A nice side effect of this method is, that all "protected" regions are uniformly identified through the WITH(...) {...} pattern - a nice property for code-reviews et.al.


Warning: C++0x-oriented answer

The pattern you're using is RAII and it's widely used for resource management. The only possible alternative is to use try-catch blocks, but it usually makes your code a bit too messy.

Now the problems. First if you don't want to code a different class for each combinaison of OpenGL functions, there is another benefit of C++0x which is that you can write lambda functions and store them in a variable. So if I was you, I would create a class like this:

template<typename Destr>
class MyCustom {
public:
    template<typename T>
    MyCustom(T onBuild, Destr onDestroy) : 
        _onDestroy(std::move(onDestroy))
    {
        onBuild();
    }

    ~MyCustom() { _onDestroy(); }

private:
    Destr    _onDestroy;
};

template<typename T1, typename T2>
MyCustom<T2> buildCustom(T1 build, T2 destruct)   { return MyCustom<T2>(std::move(build), std::move(destruct)); }

Then you can use it like this:

auto matrixPushed = buildCustom([]() { glPushMatrix(); }, []() { glPopMatrix(); });

Or even better here:

auto matrixPushed = buildCustom(&glPushMatrix, &glPopMatrix);

This would also solve the problem of "why is this useless variable here", since its purpose now becomes obvious.

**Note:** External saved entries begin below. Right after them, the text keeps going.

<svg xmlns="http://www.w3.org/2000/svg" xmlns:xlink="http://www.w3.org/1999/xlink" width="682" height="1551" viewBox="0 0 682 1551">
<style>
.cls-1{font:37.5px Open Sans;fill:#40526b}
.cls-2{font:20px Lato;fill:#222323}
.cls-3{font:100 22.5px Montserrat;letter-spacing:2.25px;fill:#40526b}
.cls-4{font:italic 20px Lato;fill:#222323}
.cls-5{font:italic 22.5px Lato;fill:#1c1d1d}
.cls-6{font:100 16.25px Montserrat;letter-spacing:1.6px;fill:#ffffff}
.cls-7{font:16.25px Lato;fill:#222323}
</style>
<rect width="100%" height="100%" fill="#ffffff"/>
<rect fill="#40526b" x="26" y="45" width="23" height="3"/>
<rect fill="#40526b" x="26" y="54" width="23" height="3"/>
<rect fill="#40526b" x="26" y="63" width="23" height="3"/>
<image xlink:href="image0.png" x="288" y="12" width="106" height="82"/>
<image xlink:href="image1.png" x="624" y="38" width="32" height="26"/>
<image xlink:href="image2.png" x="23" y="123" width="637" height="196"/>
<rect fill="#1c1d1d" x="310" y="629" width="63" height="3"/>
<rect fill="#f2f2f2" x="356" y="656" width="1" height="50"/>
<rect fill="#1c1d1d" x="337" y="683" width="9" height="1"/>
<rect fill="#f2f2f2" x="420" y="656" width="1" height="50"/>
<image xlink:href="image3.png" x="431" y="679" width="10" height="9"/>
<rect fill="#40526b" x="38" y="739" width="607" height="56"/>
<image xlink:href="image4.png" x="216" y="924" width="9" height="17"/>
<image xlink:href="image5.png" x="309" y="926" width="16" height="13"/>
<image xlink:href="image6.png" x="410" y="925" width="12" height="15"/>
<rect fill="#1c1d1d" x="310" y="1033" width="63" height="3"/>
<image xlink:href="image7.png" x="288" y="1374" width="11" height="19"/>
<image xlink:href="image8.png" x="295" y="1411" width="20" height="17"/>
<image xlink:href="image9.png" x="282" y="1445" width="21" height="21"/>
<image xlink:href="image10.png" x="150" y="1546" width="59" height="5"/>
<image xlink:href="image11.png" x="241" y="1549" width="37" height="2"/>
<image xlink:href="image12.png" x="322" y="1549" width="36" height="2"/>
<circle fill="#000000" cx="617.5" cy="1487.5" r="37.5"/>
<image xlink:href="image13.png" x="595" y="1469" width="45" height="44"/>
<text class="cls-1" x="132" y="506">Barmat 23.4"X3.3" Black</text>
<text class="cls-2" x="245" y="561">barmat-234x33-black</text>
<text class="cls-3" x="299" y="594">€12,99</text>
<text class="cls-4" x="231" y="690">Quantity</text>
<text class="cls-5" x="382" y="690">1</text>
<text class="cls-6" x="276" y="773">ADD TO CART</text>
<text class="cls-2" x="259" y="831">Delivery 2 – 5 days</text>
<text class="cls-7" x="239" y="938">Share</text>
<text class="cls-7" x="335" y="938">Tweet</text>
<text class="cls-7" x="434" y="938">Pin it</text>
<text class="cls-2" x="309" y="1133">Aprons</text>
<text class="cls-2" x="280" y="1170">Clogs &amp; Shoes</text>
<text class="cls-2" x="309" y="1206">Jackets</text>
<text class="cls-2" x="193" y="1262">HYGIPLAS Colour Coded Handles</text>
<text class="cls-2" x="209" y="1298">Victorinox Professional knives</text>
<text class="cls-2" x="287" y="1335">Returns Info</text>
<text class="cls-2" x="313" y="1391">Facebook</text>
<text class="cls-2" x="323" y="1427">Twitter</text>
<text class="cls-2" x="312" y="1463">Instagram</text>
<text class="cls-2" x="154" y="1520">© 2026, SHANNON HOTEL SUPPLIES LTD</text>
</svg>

The function passed to the constructor should be inlined, so there is no performance overhead. The destructor should be stored like a function pointer, since lambda functions with nothing inside the brackets [] should be implemented like plain functions (according to the standards).

Your "variable instantly destroyed" problem would also be partially solved using "buildCustom" since you can see more easily where you forgot the variable.


To help you understand how long c++ programmers have been doing this, I learned about this technique in the late 90's working with COM.

I think it's a personal choice as to the exact mechanism you use to leverage the fundamental properties of c++ stack frames and destructors to make your object lifetime management easier. I wouldn't go very far out of my way to avoid needing to assign to a variable.

(this next thing I'm not 100% sure about but I'm putting it in hopes that someone will chime in - I know I've done this in the past but I couldn't find it in Google just now and I've been trying to remember... see, garbage collectors have dulled my mind!)

I believe you can force the scope with a plain old pair of curlys (POPOC).

{ // new stack frame
  auto_ptr<C> instanceA(new C);
  {
     auto_ptr<C> instanceB(new C);
  }
  // instanceB is gone
} 
// instanceA is gone


This is typical RAII example. Disadvantage of this method is appearing of many additional classes. To solve this problem you may create generic "guard" class if it is possible. There are another alternative: boost "Scope Exit" library (http://www.boost.org/doc/libs/1_43_0/libs/scope_exit/doc/html/index.html). You may try it, if you can depend on boost of course.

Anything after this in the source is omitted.